I'll be commenting later today about the oral argument (once the transcripts become available here) but suffice to say that the media hype surrounding this case is in full force. 

So, what exactly are the questions that the court will decide? Well, perhaps not the questions that everyone wants.  The issues are, as they always are with the Supreme Court, a little more technical in nature. They are as follows: 

  1. When an otherwise valid civil service selection process yields unintended racially disproportionate results, may municipalities reject the results and the successful candidates for reasons of race absent the demonstration required by 42 U.S.C. § 2000e- 2(k) [Title VII]?
     
  2. Does 42 U.S.C. §2000e-2(l) [Title VII] which makes it unlawful for employers "to adjust the scores of, use different cutoff scores for, or otherwise alter the results of, employment related tests on the basis of race ... ," permit employers to refuse to act on the results of such tests for reasons of race?
     
  3. If, citing the public interest in eradicating political patronage, racism and corruption in civil service, a state's highest court mandates strict compliance with local laws requiring race-blind competitive merit selection procedures, does 42 U.S.C. §2000e-7 permit federal courts to relieve municipalities from compliance with such laws?

As for various previews of the case, you can find the SCOTUS Blog preview here, the Workplace Prof blog recap here, and the Hartford Courant's recap here. 

Ricci v. DeStefano - Supreme Court Ready to Hear Oral Argument

Connecticut gets a rare day in the spotlight at the U.S. Supreme Court later this month when the case of Ricci v. DeStefano comes before the court for oral argument.  

At issue for the court: 

Whether municipalities may decline to certify results of an exam that would make disproportionately more white applicants eligible for promotion than minority applicants, due to fears that certifying the results would lead to charges of racial discrimination.

Several New Haven, Connecticut firefighters allege reverse discrimination when the city denied them promotions despite high test scores, ostensibly out of fears that the test may have discriminated against minority applicants.  I've covered the case here previously.

The SCOTUSWiki (and the American Bar Association) do a good job at providing unedited version of the documents filed by the parties so you can read for yourself what the case is about.

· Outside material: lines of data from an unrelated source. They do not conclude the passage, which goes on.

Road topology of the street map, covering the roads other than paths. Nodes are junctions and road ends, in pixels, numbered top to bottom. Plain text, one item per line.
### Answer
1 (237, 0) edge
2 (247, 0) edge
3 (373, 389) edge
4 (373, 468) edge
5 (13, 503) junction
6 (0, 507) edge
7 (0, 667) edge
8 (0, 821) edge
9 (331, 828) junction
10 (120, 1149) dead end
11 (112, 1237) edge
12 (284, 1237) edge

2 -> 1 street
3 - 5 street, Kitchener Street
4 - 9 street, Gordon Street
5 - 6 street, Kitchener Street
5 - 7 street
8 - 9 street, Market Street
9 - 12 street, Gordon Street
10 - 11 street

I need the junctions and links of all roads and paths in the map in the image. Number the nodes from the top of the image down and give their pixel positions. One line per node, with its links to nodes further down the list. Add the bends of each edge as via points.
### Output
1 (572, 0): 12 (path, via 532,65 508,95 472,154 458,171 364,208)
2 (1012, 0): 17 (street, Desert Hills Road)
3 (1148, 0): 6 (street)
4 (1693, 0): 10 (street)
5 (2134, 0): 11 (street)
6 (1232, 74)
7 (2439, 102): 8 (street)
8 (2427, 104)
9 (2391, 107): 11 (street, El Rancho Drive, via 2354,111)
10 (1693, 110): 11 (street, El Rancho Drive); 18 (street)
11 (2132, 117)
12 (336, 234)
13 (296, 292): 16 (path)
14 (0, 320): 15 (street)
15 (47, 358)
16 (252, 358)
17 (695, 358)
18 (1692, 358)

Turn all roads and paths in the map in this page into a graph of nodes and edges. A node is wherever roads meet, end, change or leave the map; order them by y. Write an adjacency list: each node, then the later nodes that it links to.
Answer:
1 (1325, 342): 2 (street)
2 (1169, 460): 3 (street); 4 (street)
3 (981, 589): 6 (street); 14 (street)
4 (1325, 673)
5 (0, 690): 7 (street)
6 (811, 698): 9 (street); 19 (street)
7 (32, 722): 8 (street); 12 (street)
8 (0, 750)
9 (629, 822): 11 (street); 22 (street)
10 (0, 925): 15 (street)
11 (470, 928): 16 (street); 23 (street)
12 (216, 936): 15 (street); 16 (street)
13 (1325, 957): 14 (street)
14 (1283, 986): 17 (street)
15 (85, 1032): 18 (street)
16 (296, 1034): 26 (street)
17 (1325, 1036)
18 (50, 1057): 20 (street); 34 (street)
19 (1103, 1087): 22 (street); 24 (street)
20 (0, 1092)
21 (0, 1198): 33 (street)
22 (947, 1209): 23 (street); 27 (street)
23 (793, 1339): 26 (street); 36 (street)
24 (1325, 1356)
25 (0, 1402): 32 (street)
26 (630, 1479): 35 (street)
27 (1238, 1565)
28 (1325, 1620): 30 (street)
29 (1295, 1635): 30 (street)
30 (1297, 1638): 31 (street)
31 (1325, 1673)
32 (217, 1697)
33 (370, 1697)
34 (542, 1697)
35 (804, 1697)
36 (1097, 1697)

However, what's fascinating about the case is not necessarily the parties' briefs (which you can find here and here)  but some of the briefs filed by other grounds, such as the NAACP or the ADL either in support of a party or to simply provide the court with additional guidance.  In all, there are over 20 amicus briefs that have been filed.  

And what does the U.S. Government suggest? Essentially, throwing the result at the Second Circuit out and sending the case back down to the District Court for further findings.  But it also suggests that it sides with the city's position.   

Cases from Connecticut are rare at the U.S. Supreme Court (the last big high-profile case was the Kelo v. New London).  A decision is expected before the end of the term in June.